[Stored data]
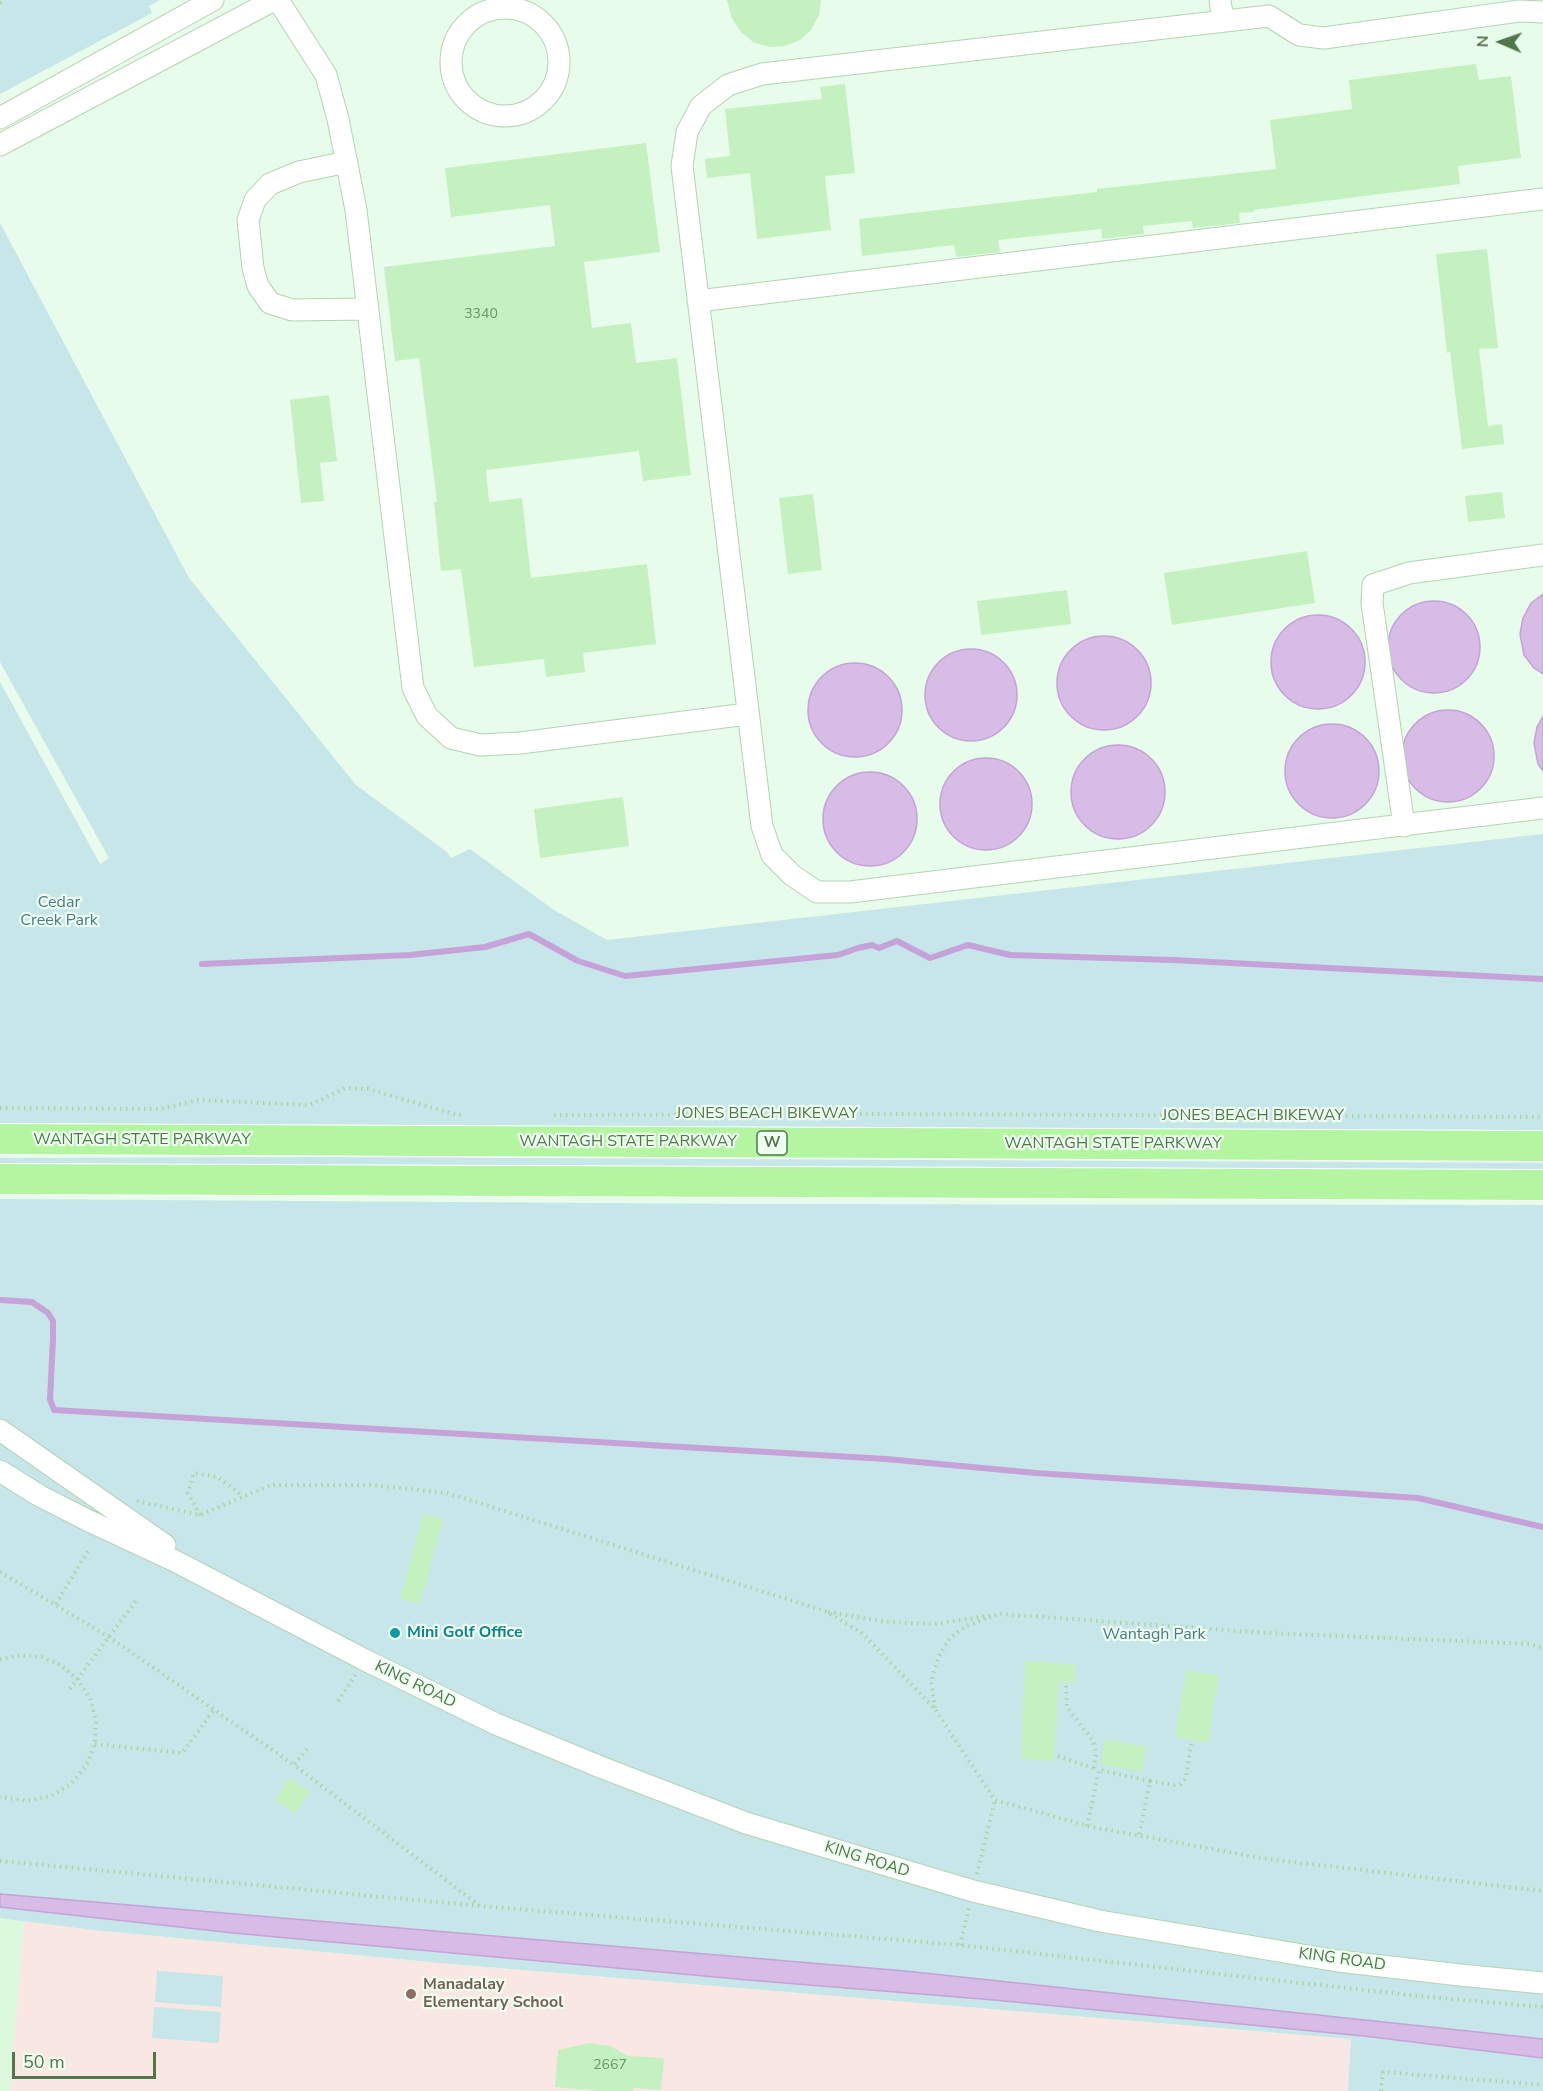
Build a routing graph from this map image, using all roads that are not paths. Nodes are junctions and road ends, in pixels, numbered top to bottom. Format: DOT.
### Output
graph roads {
  1 [pos="213,0"];
  2 [pos="276,0"];
  3 [pos="1220,0"];
  4 [pos="517,4"];
  5 [pos="483,6"];
  6 [pos="1543,12"];
  7 [pos="1223,21"];
  8 [pos="0,118"];
  9 [pos="0,145"];
  10 [pos="347,162"];
  11 [pos="1543,199"];
  12 [pos="698,301"];
  13 [pos="368,309"];
  14 [pos="1543,555"];
  15 [pos="747,714"];
  16 [pos="1543,808"];
  17 [pos="1404,825"];
  18 [pos="0,1139"];
  19 [pos="1543,1146"];
  20 [pos="0,1179"];
  21 [pos="1543,1185"];
  22 [pos="0,1430"];
  23 [pos="3,1474"];
  24 [pos="236,1592"];
  25 [pos="1543,1983"];
  1 -- 8 [label="street"];
  2 -- 9 [label="street"];
  2 -- 10 [label="street"];
  3 -- 7 [label="street"];
  4 -- 5 [label="street"];
  4 -- 5 [label="street"];
  6 -- 7 [label="street"];
  7 -- 12 [label="street"];
  10 -- 13 [label="street"];
  10 -- 13 [label="street"];
  11 -- 12 [label="street"];
  12 -- 15 [label="street"];
  13 -- 15 [label="street"];
  14 -- 17 [label="street"];
  15 -- 17 [label="street"];
  16 -- 17 [label="street"];
  18 -- 19 [label="highway, WANTAGH STATE PARKWAY / W"];
  20 -- 21 [label="highway"];
  22 -- 24 [label="street, KING ROAD"];
  23 -- 24 [label="street, KING ROAD"];
  24 -- 25 [label="street, KING ROAD"];
}
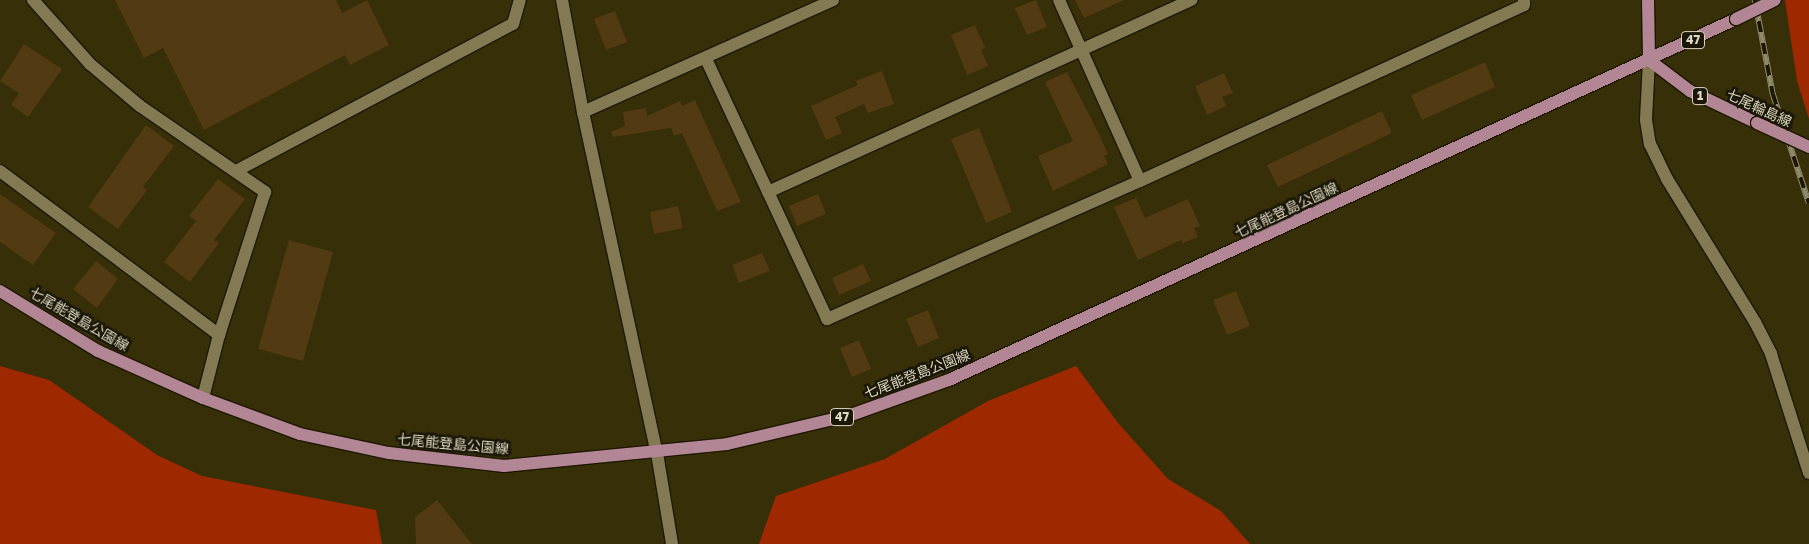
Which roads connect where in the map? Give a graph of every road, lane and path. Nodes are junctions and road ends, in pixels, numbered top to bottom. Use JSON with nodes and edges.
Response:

▶ Task brief
Write out every line from the entries where "junctions" appears.

▶ Result of this task
Build a routing graph from this map image, using all roads that are not paths. Nodes are junctions and road ends, in pixels, numbered top to bottom. Format: DOT.
Which roads connect where in the map? Give a graph of every road, lane and path. Nodes are junctions and road ends, in pixels, numbered top to bottom. Use JSON with nodes and edges.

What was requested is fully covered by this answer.